The Trump administration had threatened tariffs against Canada and Mexico in demand for greater enforcement at the borders regarding fentanyl and drug trafficking.

In response, Canadian Prime Minister Justin Trudeau announced a 25% retaliatory tariff on U.S. goods entering Canada. The Heating, Refrigeration, and Air Conditioning Institute of Canada (HRAI) had advocated for the Canadian government to negotiate to avert tariffs or to exempt products from the HVACR sector due to their essential nature. According to a list released by the Canadian government on February 2, the list of U.S. goods that would have been impacted by the Canadian tariff would not have included HVACR products; it is expected that a broader range of goods might be included in the next round of tariffs should tariffs be reinstated. In the afternoon of February 3, Canada announced a tariff pause accompanied by a border reinforcement plan after speaking with President Trump. 

Earlier in the day on February 3, Mexico had responded to the Trump administration’s threat of tariffs, mobilizing the country’s National Guard to station 10,000 solders on the U.S.-Mexico border to protect against drug trafficking. 

What does all of this mean? Tariffs on both Canada and Mexico, as well as tariffs on incoming U.S. goods into Canada, have been paused for 30 days; they may be reinstated and may still impact HVACR goods.  
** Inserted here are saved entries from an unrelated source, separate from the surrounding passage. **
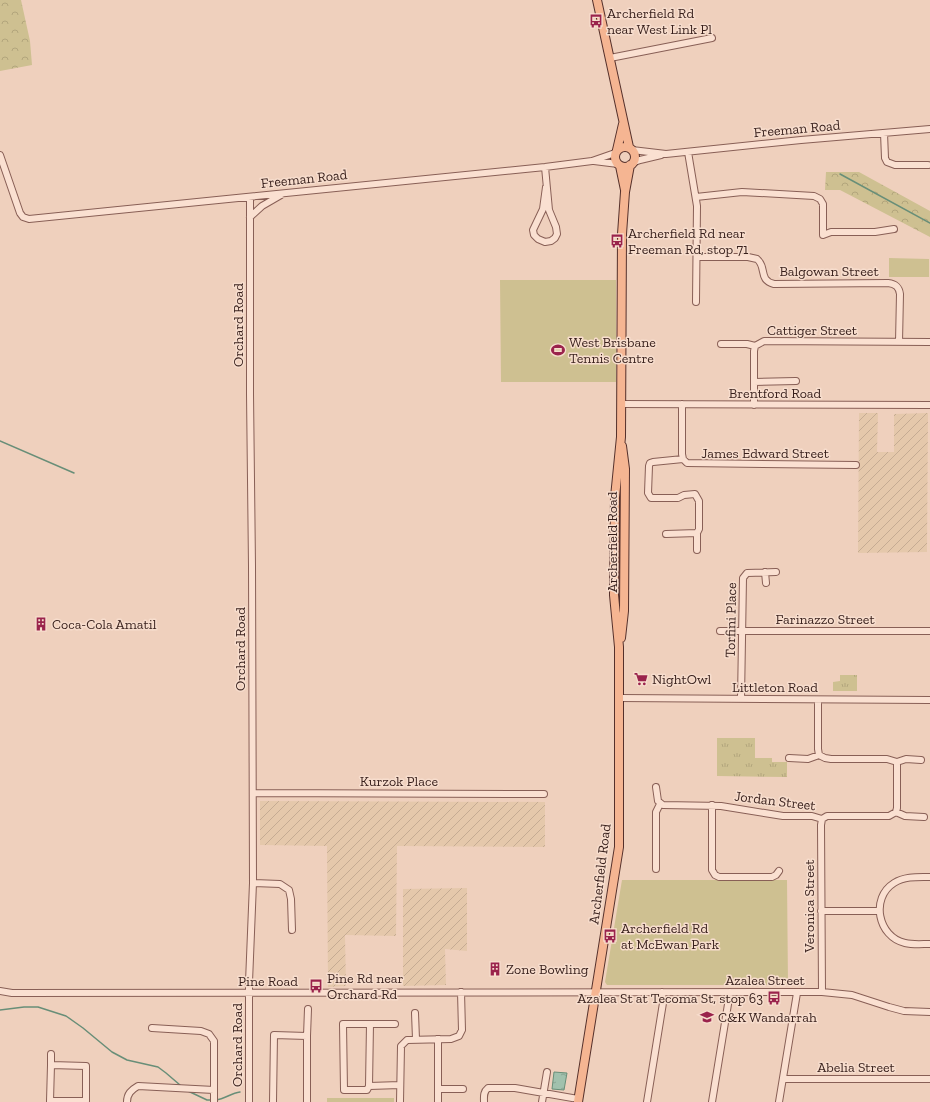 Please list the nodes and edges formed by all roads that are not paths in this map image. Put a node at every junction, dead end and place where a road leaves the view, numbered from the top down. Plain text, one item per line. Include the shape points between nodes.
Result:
1 (597, 0) edge
2 (712, 38) dead end
3 (610, 58) junction
4 (623, 122) junction
5 (930, 129) edge
6 (884, 133) junction
7 (631, 149) junction
8 (616, 152) junction
9 (688, 152) junction
10 (666, 154) junction
11 (0, 155) edge
12 (592, 161) junction
13 (631, 164) junction
14 (619, 165) junction
15 (928, 165) dead end
16 (544, 167) junction
17 (546, 187) junction
18 (625, 192) junction
19 (282, 194) junction
20 (250, 197) junction
21 (696, 197) junction
22 (250, 217) junction
23 (894, 229) dead end
24 (697, 258) junction
25 (696, 302) dead end
26 (900, 342) junction
27 (930, 342) edge
28 (721, 344) dead end
29 (755, 346) junction
30 (754, 382) junction
31 (796, 382) dead end
32 (620, 404) junction
33 (682, 404) junction
34 (754, 405) junction
35 (930, 405) edge
36 (683, 459) junction
37 (856, 465) dead end
38 (697, 533) junction
39 (666, 534) dead end
40 (697, 550) dead end
41 (765, 572) junction
42 (776, 572) dead end
43 (766, 583) dead end
44 (742, 630) junction
45 (720, 631) dead end
46 (930, 631) edge
47 (620, 698) junction
48 (741, 699) junction
49 (818, 700) junction
50 (930, 700) edge
51 (819, 755) junction
52 (789, 758) dead end
53 (921, 760) dead end
54 (897, 762) junction
55 (656, 787) dead end
56 (253, 793) junction
57 (544, 794) dead end
58 (660, 804) junction
59 (712, 805) junction
60 (896, 812) junction
61 (924, 817) dead end
62 (822, 820) junction
63 (656, 869) dead end
64 (779, 871) dead end
65 (930, 877) edge
66 (253, 883) junction
67 (821, 911) junction
68 (879, 911) junction
69 (292, 930) dead end
70 (930, 944) edge
71 (0, 991) edge
72 (461, 992) junction
73 (596, 992) junction
74 (662, 992) junction
75 (730, 992) junction
76 (822, 992) junction
77 (12, 993) junction
78 (249, 993) junction
79 (797, 993) junction
80 (0, 995) edge
81 (308, 1009) dead end
82 (930, 1012) edge
83 (415, 1013) dead end
84 (370, 1024) junction
85 (395, 1024) dead end
86 (152, 1028) dead end
87 (308, 1036) junction
88 (438, 1039) junction
89 (416, 1040) junction
90 (52, 1054) dead end
91 (51, 1065) junction
92 (547, 1072) dead end
93 (783, 1079) junction
94 (930, 1079) edge
95 (400, 1085) junction
96 (369, 1086) junction
97 (438, 1089) junction
98 (463, 1089) dead end
99 (214, 1090) junction
100 (544, 1093) junction
101 (578, 1100) edge
102 (50, 1102) edge
103 (127, 1102) edge
104 (214, 1102) edge
105 (249, 1102) edge
106 (273, 1102) edge
107 (307, 1102) edge
108 (400, 1102) edge
109 (438, 1102) edge
110 (484, 1102) edge
111 (542, 1102) edge
112 (647, 1102) edge
113 (712, 1102) edge
114 (779, 1102) edge

1 - 3 main road
2 - 3 street
3 - 4 main road
4 - 7 main road
4 - 8 main road
5 - 6 street, Freeman Road
6 - 9 street, Freeman Road
6 - 15 street via 887,162 895,165
7 - 8 main road via 622,147
7 - 10 street, Freeman Road
7 - 13 main road via 635,155
8 - 12 street, Freeman Road
8 - 14 main road via 615,159
9 - 10 street, Freeman Road
9 - 21 street
10 - 13 street, Freeman Road
11 - 20 street, Freeman Road via 20,213 30,219
12 - 14 street, Freeman Road
12 - 16 street, Freeman Road
13 - 14 main road via 624,167
13 - 18 main road, Archerfield Road
14 - 18 main road, Archerfield Road
16 - 17 street
16 - 19 street, Freeman Road
17 - 17 street via 549,210 557,234 551,241 545,242 538,239 533,230 543,209
18 - 32 main road, Archerfield Road via 622,234
19 - 20 street, Freeman Road
19 - 22 street
20 - 22 street, Orchard Road
21 - 23 street via 749,192 814,196 823,204 823,235 831,232 875,232
21 - 24 street
22 - 56 street, Orchard Road
24 - 25 street
24 - 26 street, Balgowan Street via 757,259 762,264 764,277 774,284 896,285 900,294
26 - 27 street, Cattiger Street
26 - 29 street, Cattiger Street via 764,341
28 - 29 street
29 - 30 street, Cattiger Street
30 - 31 street
30 - 34 street, Cattiger Street
32 - 33 street, Brentford Road
32 - 47 main road, Archerfield Road via 621,437 616,494 614,595
33 - 34 street, Brentford Road
33 - 36 street, James Edward Street
34 - 35 street, Brentford Road
36 - 37 street, James Edward Street via 691,464
36 - 38 street via 650,463 648,493 654,499 695,494 699,501
38 - 39 street
38 - 40 street
41 - 42 street, Torfini Place
41 - 43 street
41 - 44 street, Torfini Place via 748,573 743,578
44 - 45 street, Farinazzo Street
44 - 46 street, Farinazzo Street
44 - 48 street, Torfini Place
47 - 48 street, Littleton Road
47 - 73 main road, Archerfield Road via 619,847
48 - 49 street, Littleton Road
49 - 50 street, Littleton Road
49 - 51 street
51 - 52 street via 808,759
51 - 54 street via 825,758 887,759
53 - 54 street via 906,759
54 - 60 street
55 - 58 street
56 - 57 street, Kurzok Place
56 - 66 street, Orchard Road
58 - 59 street, Jordan Street
58 - 63 street via 656,812
59 - 62 street, Jordan Street via 783,816 812,816
59 - 64 street via 712,870 715,875 772,877
60 - 61 street, Jordan Street via 905,816
60 - 62 street, Jordan Street via 889,816 827,816
62 - 67 street, Veronica Street
65 - 68 street via 904,878 893,884 881,901
66 - 69 street via 280,884 289,890
66 - 78 street, Orchard Road
67 - 68 street
67 - 76 street, Veronica Street
68 - 70 street via 887,932 894,938 905,943
71 - 77 street, Pine Road
72 - 73 street, Pine Road
72 - 78 street, Pine Road
72 - 88 street via 461,1034 454,1039
73 - 74 street, Azalea Street
73 - 101 main road, Archerfield Road
74 - 75 street, Azalea Street
74 - 112 street via 663,1003
75 - 79 street, Azalea Street
75 - 113 street
76 - 79 street, Azalea Street
76 - 82 street, Azalea Street via 852,995 904,1010
77 - 78 street, Pine Road
77 - 80 street, Pine Road
78 - 105 street, Orchard Road
79 - 93 street
81 - 87 street
83 - 89 street
84 - 85 street
84 - 96 street
84 - 96 street via 343,1024 344,1090 366,1090
86 - 99 street via 201,1031 209,1034 214,1041
87 - 106 street via 274,1035
87 - 107 street
88 - 89 street
88 - 97 street
89 - 95 street via 407,1040 401,1046
90 - 91 street
91 - 102 street
91 - 102 street via 86,1066 86,1101
92 - 100 street
93 - 94 street, Abelia Street
93 - 114 street
95 - 96 street
95 - 108 street
97 - 98 street
97 - 109 street
99 - 103 street via 138,1086 128,1094
99 - 104 street
100 - 101 street
100 - 110 street via 515,1088 488,1088 485,1090
100 - 111 street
The 10% duty on Chinese imports still stands, with China’s ambassador to the United Nations indicating that China will file a lawsuit with the World Trade Organization against President Trump’s tariff. Additional retaliatory tariffs or measures from China are expected. 
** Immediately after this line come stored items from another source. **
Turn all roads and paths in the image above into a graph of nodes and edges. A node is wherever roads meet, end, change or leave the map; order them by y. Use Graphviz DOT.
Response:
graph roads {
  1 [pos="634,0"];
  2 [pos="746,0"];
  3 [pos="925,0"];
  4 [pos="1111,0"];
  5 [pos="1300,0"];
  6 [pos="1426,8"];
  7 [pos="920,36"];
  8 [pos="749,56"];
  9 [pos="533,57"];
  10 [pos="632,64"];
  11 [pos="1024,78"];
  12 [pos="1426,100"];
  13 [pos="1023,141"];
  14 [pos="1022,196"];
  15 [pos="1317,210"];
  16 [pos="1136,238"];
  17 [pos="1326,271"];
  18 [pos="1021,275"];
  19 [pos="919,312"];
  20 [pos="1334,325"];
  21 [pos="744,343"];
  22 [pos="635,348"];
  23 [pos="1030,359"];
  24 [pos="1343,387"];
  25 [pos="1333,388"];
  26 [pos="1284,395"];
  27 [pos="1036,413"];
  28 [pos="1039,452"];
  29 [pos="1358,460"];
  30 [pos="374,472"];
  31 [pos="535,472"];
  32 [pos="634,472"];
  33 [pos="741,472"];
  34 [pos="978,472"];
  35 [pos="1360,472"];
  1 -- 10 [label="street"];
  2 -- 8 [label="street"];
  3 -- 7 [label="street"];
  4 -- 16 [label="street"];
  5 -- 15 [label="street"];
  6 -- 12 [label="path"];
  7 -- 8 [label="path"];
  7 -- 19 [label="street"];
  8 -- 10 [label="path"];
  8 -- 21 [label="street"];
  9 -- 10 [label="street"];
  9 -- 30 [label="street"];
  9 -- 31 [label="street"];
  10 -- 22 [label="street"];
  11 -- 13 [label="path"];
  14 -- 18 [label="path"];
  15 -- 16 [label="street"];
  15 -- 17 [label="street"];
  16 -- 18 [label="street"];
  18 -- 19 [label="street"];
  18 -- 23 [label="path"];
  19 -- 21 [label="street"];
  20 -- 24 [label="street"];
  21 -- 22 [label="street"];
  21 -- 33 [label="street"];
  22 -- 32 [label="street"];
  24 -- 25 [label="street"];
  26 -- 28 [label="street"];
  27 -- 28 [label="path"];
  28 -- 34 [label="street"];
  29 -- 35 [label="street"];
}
How do tariffs impact HVACR contractors? 

A tariff is essentially a type of tax on imported goods when they are brought into a country from abroad. 
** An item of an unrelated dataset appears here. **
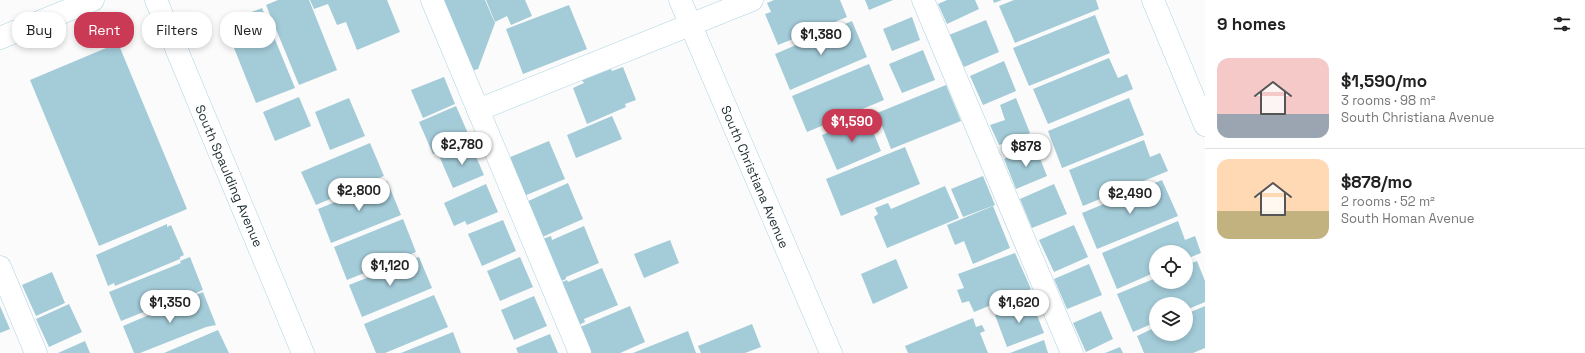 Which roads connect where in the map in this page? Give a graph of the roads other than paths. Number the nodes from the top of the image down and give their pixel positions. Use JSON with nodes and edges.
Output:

Tariffs directly affect the price of imported goods, leading to higher prices throughout the supply chain. 

The HVACR industry relies heavily on a global supply chain, sourcing components and materials from various countries, including Mexico and Canada. Tariffs could have several implications: 

  • Increased equipment costs: Many HVACR systems and components are imported from Mexico and Canada. Tariffs may lead to higher costs for manufacturers as they import equipment and parts, costs which may be passed down to contractors. 
  • Supply chain adjustments: Contractors might need to seek alternative suppliers or renegotiate terms with existing ones to mitigate the impact of increased costs. This could lead to delays and require adjustments in project timelines. 
  • Operational changes: In the face of rising costs, contractors will need to either absorb increased costs of goods and work toward cutting costs in other areas of their businesses or pass the cost on to customers.  

 ACCA’s commitment 

The Air Conditioning Contractors of America (ACCA) is dedicated to supporting its members through these challenging times. We are closely monitoring the situation and will provide updates and resources to help contractors navigate the evolving trade and regulatory landscape. Our mission is to equip HVACR contractors and their teams to meet pressing challenges and opportunities, and we will continue to advocate on behalf of the industry to mitigate the impact of these tariffs. 

ACCA works hard to advocate behind the scenes on behalf of contractors; but we can’t do it alone. ACCA membership dues power our advocacy efforts and enable us to advance contractor interests so that contractors can keep their focus on doing what they do best: running successful, impactful businesses.   

Thanks to our members for supporting this vital work.